EXERCISE INSTRUCTIONS:
Only a number is wanted here: how many lines in the records below contain the string "東京湾岸道路".

Data extracted from a collection:
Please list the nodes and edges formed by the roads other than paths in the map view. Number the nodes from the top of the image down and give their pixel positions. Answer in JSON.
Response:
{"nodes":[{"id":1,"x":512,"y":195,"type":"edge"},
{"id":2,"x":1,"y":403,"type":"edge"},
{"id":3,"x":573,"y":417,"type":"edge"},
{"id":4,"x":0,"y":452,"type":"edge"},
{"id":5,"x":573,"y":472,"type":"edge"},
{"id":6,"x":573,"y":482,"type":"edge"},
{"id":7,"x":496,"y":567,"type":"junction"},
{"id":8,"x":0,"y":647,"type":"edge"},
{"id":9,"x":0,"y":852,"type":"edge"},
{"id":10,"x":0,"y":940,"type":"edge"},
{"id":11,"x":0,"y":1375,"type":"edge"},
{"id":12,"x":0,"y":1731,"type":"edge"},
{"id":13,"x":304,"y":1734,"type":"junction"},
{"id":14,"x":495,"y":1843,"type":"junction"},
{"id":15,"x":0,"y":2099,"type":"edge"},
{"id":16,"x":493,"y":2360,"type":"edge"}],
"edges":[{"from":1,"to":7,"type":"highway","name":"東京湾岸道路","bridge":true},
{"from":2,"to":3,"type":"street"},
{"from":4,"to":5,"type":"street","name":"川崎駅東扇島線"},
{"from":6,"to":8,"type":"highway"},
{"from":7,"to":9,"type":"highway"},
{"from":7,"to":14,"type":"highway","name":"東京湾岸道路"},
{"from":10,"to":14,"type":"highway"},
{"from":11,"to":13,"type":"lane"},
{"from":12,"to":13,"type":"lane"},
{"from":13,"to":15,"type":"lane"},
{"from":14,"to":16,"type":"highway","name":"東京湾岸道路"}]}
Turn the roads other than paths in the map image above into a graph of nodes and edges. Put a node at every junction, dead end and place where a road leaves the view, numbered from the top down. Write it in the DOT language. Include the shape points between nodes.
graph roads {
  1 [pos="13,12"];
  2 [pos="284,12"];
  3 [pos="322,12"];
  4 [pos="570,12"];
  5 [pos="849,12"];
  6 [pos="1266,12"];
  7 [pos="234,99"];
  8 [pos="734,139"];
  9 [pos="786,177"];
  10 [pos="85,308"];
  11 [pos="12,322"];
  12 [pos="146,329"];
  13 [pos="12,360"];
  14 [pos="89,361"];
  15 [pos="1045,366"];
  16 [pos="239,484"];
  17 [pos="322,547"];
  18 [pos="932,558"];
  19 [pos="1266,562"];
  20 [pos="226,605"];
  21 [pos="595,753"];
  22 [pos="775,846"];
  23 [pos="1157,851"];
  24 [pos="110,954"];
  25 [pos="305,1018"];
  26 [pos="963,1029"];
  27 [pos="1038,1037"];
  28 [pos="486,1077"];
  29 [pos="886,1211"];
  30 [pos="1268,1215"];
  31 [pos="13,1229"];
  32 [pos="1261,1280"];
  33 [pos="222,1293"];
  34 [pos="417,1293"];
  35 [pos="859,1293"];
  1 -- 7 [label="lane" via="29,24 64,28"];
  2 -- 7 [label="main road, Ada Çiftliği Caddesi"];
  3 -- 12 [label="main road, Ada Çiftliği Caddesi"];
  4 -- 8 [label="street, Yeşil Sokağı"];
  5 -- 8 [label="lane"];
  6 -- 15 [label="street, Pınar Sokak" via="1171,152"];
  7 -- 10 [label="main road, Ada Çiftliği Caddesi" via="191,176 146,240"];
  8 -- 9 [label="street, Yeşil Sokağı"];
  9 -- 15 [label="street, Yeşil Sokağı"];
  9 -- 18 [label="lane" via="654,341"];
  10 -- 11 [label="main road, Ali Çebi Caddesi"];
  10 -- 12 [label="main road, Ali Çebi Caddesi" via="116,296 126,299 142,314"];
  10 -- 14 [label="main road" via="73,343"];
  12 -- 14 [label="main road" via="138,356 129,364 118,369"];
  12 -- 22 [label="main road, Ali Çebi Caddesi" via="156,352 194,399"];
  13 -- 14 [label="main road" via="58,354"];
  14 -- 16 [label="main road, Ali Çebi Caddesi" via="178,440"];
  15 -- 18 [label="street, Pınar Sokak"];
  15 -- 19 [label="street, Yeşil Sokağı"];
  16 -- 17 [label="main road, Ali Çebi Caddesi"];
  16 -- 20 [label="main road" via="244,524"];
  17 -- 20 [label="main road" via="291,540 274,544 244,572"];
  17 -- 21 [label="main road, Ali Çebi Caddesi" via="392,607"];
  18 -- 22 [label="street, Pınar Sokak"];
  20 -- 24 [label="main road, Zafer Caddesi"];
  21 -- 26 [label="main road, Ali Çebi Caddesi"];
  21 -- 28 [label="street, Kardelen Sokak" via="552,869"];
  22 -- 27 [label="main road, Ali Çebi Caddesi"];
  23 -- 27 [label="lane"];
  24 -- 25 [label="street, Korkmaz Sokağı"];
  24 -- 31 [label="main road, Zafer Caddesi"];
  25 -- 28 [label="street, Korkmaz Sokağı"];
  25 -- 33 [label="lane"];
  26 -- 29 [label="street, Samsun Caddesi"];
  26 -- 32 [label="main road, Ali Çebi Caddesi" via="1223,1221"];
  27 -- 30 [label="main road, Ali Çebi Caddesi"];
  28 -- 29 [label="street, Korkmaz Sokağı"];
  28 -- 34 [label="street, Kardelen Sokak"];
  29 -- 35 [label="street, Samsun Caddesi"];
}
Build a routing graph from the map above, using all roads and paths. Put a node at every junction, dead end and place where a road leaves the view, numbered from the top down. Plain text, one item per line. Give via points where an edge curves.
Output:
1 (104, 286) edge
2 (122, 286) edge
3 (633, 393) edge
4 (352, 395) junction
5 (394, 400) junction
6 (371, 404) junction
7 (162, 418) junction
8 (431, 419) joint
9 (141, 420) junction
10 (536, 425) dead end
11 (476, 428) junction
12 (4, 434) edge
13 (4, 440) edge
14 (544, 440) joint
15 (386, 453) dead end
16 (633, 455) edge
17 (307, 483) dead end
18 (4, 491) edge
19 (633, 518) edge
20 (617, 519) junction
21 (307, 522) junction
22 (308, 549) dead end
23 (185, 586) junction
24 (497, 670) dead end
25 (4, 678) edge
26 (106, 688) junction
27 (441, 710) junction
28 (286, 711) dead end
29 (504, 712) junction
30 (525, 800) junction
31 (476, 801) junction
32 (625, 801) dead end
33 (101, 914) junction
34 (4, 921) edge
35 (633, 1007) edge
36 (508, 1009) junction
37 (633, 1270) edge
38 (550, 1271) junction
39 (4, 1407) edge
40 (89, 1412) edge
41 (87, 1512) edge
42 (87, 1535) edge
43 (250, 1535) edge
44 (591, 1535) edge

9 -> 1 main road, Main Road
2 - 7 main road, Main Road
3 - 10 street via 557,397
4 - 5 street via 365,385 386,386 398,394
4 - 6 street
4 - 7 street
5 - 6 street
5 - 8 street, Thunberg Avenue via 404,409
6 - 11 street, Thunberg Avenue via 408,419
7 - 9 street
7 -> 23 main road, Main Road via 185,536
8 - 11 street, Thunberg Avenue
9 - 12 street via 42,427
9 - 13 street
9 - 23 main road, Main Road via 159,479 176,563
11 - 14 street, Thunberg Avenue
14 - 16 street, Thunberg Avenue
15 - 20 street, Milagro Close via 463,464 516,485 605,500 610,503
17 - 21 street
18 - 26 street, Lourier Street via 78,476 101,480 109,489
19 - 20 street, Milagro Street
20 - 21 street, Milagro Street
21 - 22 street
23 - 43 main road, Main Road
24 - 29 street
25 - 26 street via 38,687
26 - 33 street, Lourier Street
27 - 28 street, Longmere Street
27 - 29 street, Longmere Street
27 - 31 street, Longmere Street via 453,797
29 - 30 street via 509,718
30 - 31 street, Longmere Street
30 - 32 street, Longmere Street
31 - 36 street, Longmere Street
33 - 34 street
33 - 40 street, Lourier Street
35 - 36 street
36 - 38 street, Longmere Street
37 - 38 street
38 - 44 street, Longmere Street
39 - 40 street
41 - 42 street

SOLUTION FOR THIS TASK:
3